R. Allen Standford, notorious scam artist of the Carribean, got 110 years for his massive Ponzi schemes that defrauded untold thousands of people of their hard earned savings. But that’s not the real take away from this story:
WJS – On Thursday, Mr. Stanford’s lawyers repeatedly maintained that he didn’t engage in a Ponzi scheme but made actual investments in businesses and was ruined when the government froze his assets. Prosecutors countered that it was a “blatant Ponzi scheme,” predicated on his ability to obtain more deposits and that his business collapsed when he couldn’t.
After his arrest, Mr. Stanford claimed that head trauma from a prison beating he suffered in September 2009 impaired his memory. Judge Hittner initially found him incompetent to stand trial because of his addiction to his prescribed painkillers, but in December 2011 endorsed a forensic and psychiatric report finding that Mr.

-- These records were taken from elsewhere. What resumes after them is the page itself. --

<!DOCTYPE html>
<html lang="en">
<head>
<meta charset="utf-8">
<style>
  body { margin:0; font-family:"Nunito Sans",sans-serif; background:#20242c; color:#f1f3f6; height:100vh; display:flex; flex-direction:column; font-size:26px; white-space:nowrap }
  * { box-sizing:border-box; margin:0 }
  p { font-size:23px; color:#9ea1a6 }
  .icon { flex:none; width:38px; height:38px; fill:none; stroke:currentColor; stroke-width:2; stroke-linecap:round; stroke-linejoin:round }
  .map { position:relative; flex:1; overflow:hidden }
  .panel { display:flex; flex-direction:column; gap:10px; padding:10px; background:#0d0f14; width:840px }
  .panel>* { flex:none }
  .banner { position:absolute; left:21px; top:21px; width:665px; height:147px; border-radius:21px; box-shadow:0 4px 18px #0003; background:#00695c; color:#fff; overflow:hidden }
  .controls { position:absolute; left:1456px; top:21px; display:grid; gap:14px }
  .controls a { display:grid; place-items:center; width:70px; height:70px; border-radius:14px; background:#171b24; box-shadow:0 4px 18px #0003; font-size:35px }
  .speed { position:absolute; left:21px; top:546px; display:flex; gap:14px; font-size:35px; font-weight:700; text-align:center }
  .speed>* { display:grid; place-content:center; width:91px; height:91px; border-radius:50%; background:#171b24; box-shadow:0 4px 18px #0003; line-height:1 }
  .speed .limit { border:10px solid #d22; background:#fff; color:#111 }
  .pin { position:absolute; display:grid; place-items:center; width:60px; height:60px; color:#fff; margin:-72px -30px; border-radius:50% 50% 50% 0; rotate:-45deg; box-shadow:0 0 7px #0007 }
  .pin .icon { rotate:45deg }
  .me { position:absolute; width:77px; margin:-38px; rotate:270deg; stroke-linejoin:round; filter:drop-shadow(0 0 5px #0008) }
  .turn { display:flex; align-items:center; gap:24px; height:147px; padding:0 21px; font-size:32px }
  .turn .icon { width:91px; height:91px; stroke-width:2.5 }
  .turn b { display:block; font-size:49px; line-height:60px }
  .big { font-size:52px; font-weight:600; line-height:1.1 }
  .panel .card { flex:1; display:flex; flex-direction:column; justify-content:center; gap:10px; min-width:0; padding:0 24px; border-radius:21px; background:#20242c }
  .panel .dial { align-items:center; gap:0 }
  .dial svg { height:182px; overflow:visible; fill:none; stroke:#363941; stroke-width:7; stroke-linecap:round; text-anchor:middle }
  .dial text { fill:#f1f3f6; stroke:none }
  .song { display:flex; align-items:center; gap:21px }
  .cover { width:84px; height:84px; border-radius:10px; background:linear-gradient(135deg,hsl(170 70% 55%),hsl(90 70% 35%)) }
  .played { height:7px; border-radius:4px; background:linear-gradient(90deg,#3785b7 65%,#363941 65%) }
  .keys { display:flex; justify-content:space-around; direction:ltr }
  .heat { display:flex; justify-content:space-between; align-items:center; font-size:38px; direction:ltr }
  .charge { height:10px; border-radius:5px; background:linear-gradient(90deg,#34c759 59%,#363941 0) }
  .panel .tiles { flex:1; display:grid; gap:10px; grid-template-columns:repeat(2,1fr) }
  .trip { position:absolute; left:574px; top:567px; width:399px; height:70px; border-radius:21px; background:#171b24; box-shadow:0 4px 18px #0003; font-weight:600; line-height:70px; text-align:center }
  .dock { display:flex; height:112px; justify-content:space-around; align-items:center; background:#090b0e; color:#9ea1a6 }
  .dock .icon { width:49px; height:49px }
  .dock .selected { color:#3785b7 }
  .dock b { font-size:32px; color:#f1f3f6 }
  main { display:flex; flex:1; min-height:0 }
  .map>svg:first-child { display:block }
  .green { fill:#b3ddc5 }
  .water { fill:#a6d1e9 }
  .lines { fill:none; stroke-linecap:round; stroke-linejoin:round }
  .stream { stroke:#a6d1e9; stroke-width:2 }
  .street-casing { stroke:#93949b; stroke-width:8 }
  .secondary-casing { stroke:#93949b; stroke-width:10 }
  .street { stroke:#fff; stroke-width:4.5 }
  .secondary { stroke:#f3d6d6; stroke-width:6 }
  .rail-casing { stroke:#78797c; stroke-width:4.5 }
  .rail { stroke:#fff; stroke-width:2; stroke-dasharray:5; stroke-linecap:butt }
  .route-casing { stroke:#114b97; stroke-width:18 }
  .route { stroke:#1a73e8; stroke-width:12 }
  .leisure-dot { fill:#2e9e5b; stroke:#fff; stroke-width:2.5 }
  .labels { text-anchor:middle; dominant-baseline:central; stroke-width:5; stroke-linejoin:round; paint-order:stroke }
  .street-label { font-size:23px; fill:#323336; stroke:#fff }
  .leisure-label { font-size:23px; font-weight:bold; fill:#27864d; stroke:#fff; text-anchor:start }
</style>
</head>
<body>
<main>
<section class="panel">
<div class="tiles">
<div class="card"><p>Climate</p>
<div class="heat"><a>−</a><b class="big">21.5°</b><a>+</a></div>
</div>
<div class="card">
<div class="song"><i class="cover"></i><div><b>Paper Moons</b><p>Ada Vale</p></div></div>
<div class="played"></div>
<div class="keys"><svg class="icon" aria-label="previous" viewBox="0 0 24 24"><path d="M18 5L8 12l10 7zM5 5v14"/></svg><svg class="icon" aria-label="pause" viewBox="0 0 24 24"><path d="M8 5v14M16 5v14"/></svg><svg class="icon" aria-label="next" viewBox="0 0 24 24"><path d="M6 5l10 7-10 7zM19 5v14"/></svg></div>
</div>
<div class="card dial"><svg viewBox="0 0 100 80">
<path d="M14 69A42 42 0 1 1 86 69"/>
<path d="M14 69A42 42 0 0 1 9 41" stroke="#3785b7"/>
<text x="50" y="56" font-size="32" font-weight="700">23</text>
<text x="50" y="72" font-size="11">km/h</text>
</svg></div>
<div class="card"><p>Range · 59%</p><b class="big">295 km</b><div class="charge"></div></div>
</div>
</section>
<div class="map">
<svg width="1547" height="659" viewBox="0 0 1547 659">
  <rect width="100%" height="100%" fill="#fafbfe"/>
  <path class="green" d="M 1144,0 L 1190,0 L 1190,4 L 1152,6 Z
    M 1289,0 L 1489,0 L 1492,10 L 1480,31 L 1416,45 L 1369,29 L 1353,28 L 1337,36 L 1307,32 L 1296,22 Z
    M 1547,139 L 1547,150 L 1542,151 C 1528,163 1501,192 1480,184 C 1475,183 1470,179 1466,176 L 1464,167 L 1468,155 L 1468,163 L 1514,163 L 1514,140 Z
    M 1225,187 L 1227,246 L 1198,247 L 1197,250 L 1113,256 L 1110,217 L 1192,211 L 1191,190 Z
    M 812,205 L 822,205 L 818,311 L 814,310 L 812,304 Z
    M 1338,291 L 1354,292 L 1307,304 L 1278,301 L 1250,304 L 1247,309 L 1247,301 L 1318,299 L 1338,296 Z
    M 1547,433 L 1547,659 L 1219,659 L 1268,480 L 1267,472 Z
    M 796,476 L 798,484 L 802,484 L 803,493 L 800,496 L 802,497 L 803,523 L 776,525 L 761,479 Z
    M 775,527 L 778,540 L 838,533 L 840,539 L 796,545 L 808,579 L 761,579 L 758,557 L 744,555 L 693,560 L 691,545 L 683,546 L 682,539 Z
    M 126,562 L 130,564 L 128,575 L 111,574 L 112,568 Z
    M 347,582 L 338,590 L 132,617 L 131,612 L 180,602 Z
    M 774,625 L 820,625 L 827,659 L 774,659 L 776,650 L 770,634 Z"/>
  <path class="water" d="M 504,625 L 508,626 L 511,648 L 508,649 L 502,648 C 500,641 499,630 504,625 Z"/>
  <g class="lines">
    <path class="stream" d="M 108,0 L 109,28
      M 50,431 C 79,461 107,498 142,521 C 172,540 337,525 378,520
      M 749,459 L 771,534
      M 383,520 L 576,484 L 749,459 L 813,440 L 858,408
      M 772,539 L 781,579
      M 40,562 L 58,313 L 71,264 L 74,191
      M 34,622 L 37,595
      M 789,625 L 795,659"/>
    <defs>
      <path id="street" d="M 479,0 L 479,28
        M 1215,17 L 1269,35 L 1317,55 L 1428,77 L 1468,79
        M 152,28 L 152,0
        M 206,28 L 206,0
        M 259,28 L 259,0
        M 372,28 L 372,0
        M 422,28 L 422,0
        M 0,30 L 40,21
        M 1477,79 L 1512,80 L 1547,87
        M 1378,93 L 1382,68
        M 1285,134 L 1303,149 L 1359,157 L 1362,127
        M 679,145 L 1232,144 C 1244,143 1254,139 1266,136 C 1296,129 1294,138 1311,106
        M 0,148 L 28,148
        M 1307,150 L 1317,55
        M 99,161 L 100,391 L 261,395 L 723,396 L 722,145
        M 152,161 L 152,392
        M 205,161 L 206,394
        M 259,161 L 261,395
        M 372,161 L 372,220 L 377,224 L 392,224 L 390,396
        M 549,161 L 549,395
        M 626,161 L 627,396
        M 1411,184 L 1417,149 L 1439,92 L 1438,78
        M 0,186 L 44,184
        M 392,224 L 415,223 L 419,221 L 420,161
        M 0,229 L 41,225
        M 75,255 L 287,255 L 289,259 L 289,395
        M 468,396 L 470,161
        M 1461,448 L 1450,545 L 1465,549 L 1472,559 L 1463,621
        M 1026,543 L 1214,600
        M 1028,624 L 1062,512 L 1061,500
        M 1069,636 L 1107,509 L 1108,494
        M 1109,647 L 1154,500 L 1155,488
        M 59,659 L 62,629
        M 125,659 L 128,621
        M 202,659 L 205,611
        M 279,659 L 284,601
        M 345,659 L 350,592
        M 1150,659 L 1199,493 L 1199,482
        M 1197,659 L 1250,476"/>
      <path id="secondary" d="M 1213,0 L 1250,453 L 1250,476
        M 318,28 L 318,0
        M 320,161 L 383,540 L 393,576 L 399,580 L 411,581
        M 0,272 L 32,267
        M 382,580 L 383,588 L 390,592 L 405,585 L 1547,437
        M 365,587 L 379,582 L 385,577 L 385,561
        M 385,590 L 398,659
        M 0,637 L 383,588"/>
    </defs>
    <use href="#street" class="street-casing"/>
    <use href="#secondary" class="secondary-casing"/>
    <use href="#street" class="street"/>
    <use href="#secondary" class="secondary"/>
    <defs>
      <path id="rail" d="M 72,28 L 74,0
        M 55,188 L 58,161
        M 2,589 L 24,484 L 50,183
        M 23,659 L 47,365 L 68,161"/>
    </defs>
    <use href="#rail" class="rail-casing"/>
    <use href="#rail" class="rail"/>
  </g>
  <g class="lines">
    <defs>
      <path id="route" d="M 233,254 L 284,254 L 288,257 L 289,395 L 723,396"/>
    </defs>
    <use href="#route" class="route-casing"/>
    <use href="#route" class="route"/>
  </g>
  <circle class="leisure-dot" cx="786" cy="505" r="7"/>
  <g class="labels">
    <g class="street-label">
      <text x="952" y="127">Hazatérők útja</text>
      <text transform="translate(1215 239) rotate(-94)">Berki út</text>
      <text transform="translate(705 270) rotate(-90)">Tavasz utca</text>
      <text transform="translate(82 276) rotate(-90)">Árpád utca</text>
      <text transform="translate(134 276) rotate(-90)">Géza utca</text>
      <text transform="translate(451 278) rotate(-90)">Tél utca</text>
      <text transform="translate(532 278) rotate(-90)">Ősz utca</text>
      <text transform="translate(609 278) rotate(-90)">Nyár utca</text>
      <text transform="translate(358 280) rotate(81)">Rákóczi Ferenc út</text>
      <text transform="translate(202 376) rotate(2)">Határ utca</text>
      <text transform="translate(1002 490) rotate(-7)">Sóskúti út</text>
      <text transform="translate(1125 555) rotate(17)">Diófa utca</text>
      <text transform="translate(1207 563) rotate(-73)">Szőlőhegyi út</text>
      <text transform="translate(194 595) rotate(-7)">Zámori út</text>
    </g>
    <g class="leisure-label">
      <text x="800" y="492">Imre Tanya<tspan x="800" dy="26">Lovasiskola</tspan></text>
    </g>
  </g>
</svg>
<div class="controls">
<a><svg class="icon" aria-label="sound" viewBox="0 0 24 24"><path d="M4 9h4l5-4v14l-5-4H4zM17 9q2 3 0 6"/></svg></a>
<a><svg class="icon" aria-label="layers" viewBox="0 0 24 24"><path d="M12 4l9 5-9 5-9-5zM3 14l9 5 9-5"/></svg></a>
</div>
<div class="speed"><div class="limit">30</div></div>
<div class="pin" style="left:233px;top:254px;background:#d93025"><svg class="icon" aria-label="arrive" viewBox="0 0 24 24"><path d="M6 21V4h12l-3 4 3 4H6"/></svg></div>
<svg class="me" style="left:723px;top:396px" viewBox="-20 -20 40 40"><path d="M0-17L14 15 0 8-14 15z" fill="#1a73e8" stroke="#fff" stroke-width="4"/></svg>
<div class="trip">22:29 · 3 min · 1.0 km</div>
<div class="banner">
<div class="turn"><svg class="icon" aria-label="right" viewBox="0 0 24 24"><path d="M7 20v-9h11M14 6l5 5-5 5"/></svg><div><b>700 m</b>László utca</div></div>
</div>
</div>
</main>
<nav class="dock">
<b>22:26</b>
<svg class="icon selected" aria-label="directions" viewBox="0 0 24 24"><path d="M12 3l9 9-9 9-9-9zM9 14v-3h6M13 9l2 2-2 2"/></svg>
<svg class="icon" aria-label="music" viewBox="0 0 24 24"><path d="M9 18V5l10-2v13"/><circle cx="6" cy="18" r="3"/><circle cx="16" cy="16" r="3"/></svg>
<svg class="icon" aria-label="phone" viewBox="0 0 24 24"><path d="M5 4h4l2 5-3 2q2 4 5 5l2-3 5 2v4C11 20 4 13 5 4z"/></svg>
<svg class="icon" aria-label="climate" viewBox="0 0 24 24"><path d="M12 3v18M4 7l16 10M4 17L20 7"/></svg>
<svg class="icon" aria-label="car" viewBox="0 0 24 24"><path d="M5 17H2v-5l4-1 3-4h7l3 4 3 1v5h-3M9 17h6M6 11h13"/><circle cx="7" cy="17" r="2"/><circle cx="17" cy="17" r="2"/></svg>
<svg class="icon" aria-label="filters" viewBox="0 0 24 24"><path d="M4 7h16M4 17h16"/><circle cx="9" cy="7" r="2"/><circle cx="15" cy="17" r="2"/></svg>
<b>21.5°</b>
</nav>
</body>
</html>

Stanford had exaggerated his impairment and found him competent.
Huh, imagine that, lying his ass off and stealing right and left just for a few zillions of dollars and to avoid prison. And here I thought only the poor did stuff like that for a few hundred bucks in welfare …
So, what’s the important take away here? If conservatives are able to get their none regulatory market dreams enacted, what Stanford did wouldn’t be illegal at all.